Secondo lo studio, oltre il 90% delle oscillazioni dei prezzi nel breve periodo è determinato da shock di domanda e offerta, mentre i fattori macroeconomici incidono solo marginalmente. Eventi climatici estremi, fitopatie, tensioni geopolitiche, aumento dei costi di produzione e criticità logistiche sono oggi i principali elementi che destabilizzano i mercati globali.
Forte concentrazione produttiva e maggiore vulnerabilità del sistema
Uno degli aspetti evidenziati dalla FAO riguarda la forte concentrazione geografica della produzione mondiale. Brasile e Vietnam rappresentano quasi la metà dell’offerta globale di caffè, Costa d’Avorio e Ghana producono oltre due terzi del cacao mondiale, mentre la Cina è il principale produttore di tè.
Questa concentrazione rende l’intero mercato particolarmente esposto a eventi localizzati. Una siccità in Brasile, una malattia delle colture in Africa occidentale o un’interruzione delle rotte commerciali possono avere effetti immediati sui prezzi internazionali e sulla disponibilità delle materie prime.
Gli aumenti registrati negli ultimi anni confermano questa dinamica: il caffè ha raggiunto quotazioni record dopo gli eventi climatici che hanno colpito Brasile, Vietnam e Indonesia, mentre il cacao ha subito forti rincari a causa del calo produttivo in Costa d’Avorio e Ghana. Per il tè, invece, un ruolo importante è stato giocato dall’aumento della domanda durante il periodo pandemico.
Dai rincari alle minacce per la filiera: sicurezza, qualità e frodi sotto pressione
Il rapporto richiama inoltre l’attenzione su un tema sempre più rilevante: gli effetti indiretti della volatilità sulla sicurezza alimentare e delle filiere. Quando le materie prime diventano più costose e meno disponibili, aumenta infatti la pressione economica sugli operatori. In questo contesto possono crescere i rischi di:
- impiego di materie prime di qualità inferiore;
- riduzione degli standard qualitativi lungo la filiera;
- sostituzioni o adulterazioni degli ingredienti;
- pratiche fraudolente finalizzate a compensare l’aumento dei costi.
Le frodi alimentari tendono infatti a trovare terreno fertile nei momenti di forte tensione sui mercati, soprattutto per prodotti ad alto valore commerciale come caffè, cacao e tè.

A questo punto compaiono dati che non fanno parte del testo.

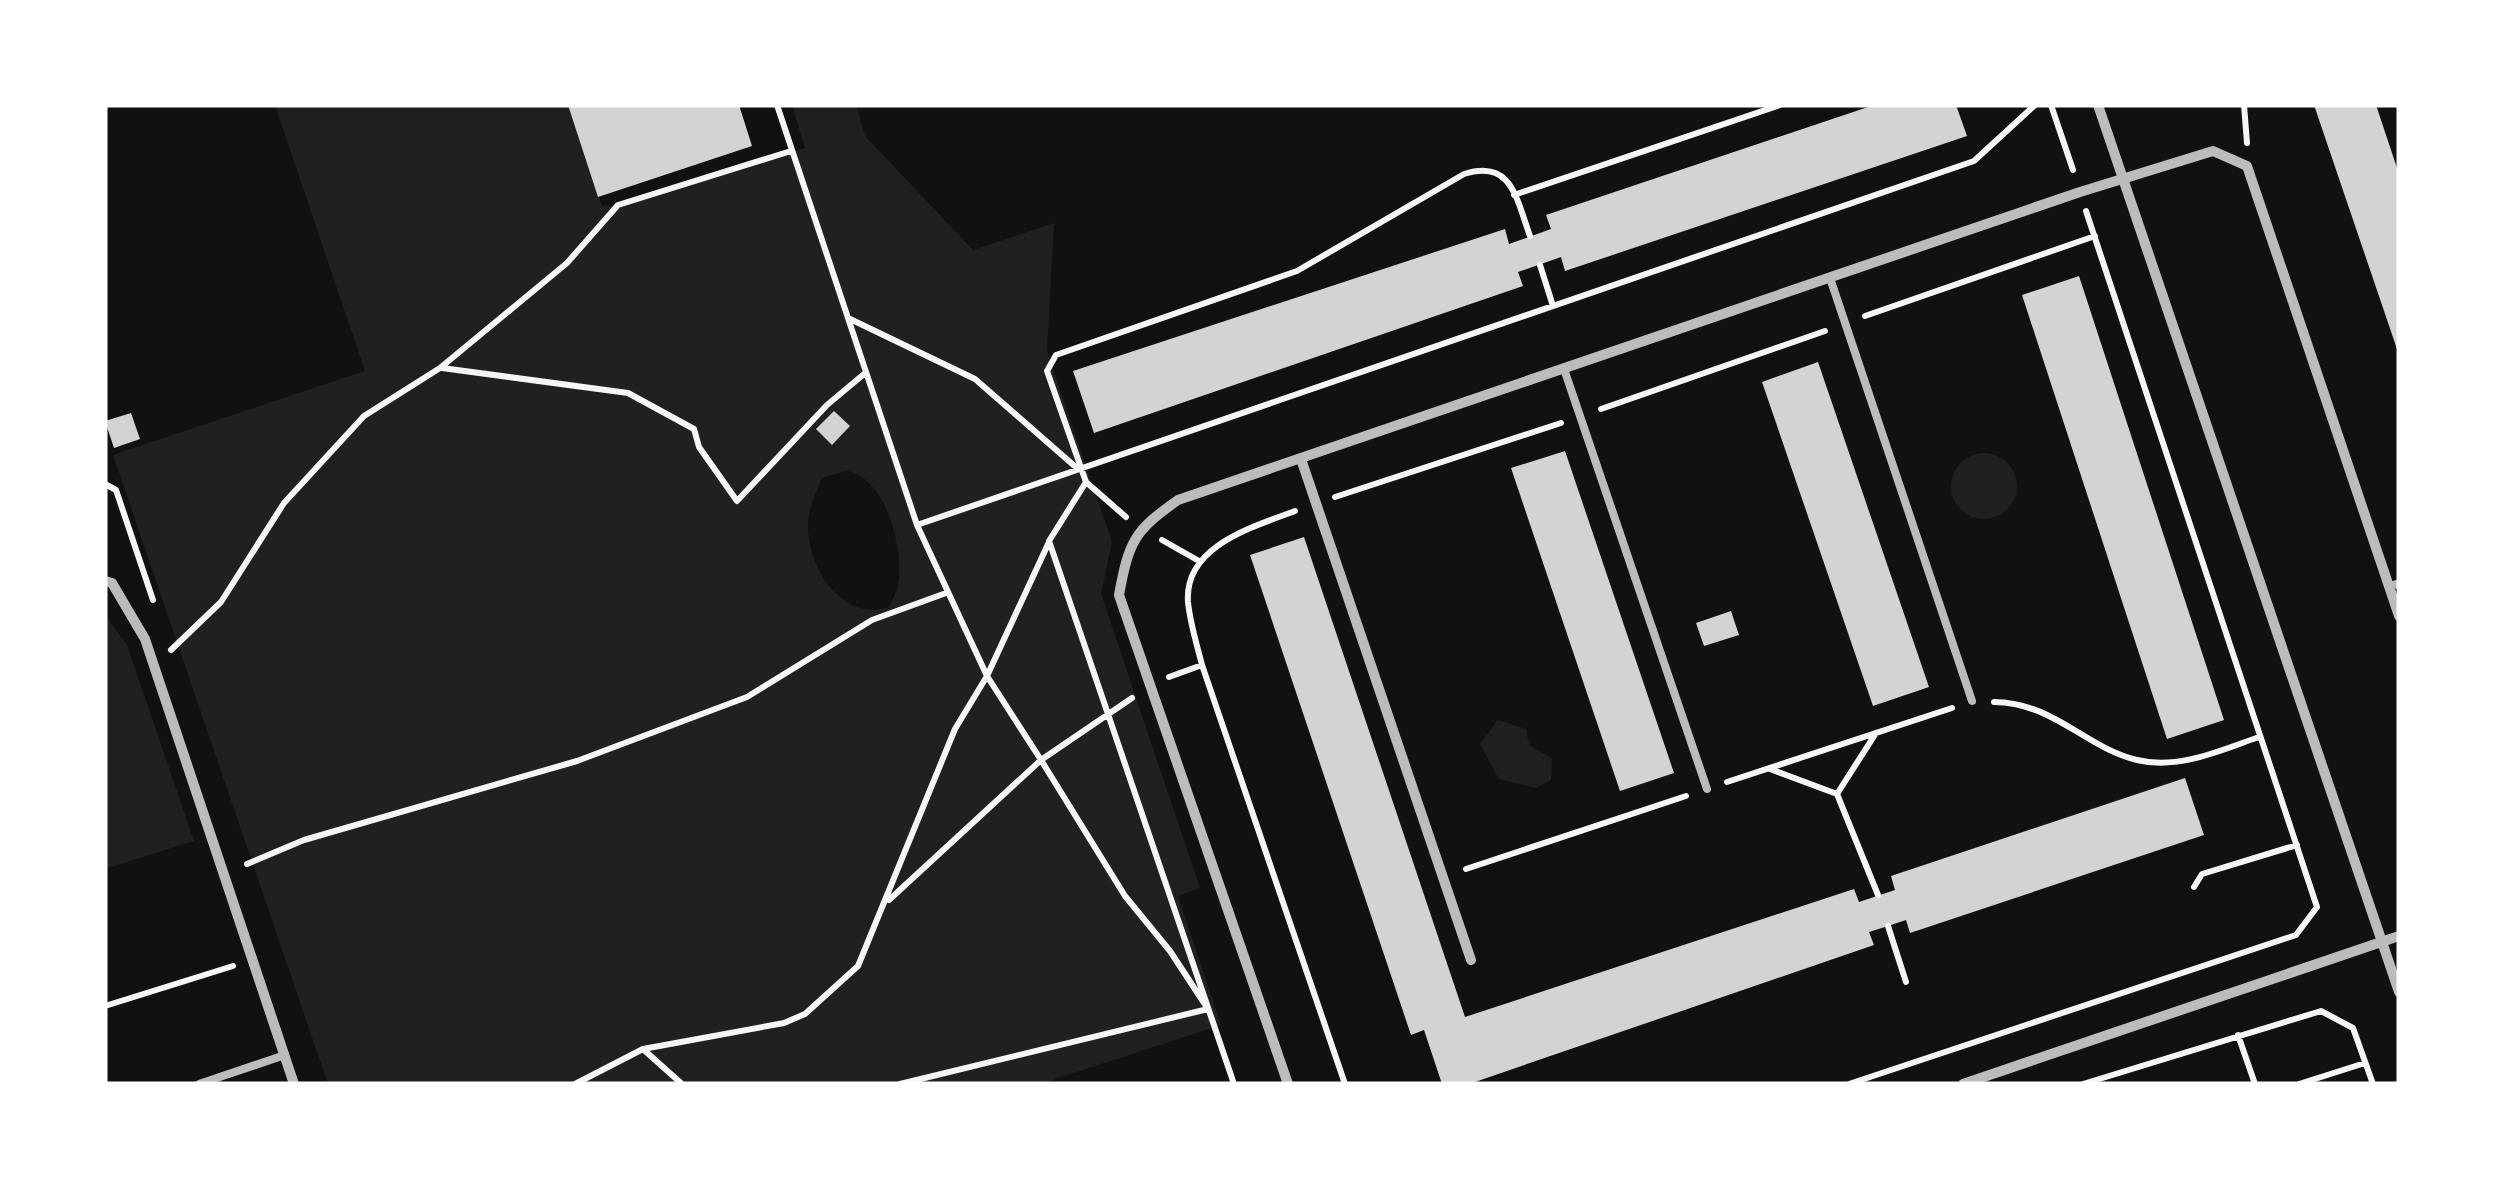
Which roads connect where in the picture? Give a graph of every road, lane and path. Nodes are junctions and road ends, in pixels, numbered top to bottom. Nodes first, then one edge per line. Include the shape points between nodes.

La diminuzione della disponibilità delle materie prime può incentivare fenomeni di sostituzione, miscelazione non dichiarata o utilizzo di ingredienti meno pregiati, con possibili ripercussioni sulla trasparenza del mercato, sulla tutela dei consumatori e sulla reputazione delle aziende.
Anche la sicurezza alimentare può risentirne indirettamente. Filiere sottoposte a forte pressione economica possono infatti disporre di minori risorse da destinare ai controlli, alla qualità delle produzioni e alla gestione dei rischi, rendendo ancora più importante il rafforzamento dei sistemi di monitoraggio e tracciabilità.
Le priorità indicate dalla FAO
Per affrontare queste criticità, la FAO individua tre direttrici strategiche.
- La prima riguarda il rafforzamento della resilienza dei sistemi produttivi, attraverso investimenti nell’adattamento ai cambiamenti climatici, nella gestione di parassiti e malattie e nello sviluppo di strumenti efficaci di gestione del rischio.
- La seconda consiste nel migliorare la trasparenza dei mercati mediante dati più tempestivi e affidabili su produzioni, scorte e flussi commerciali, così da ridurre l’incertezza che alimenta la volatilità.
- Infine, l’organizzazione propone una più equa distribuzione del valore lungo la filiera, favorendo l’accesso dei produttori alle attività di trasformazione, alle certificazioni di qualità e agli strumenti di valorizzazione delle produzioni.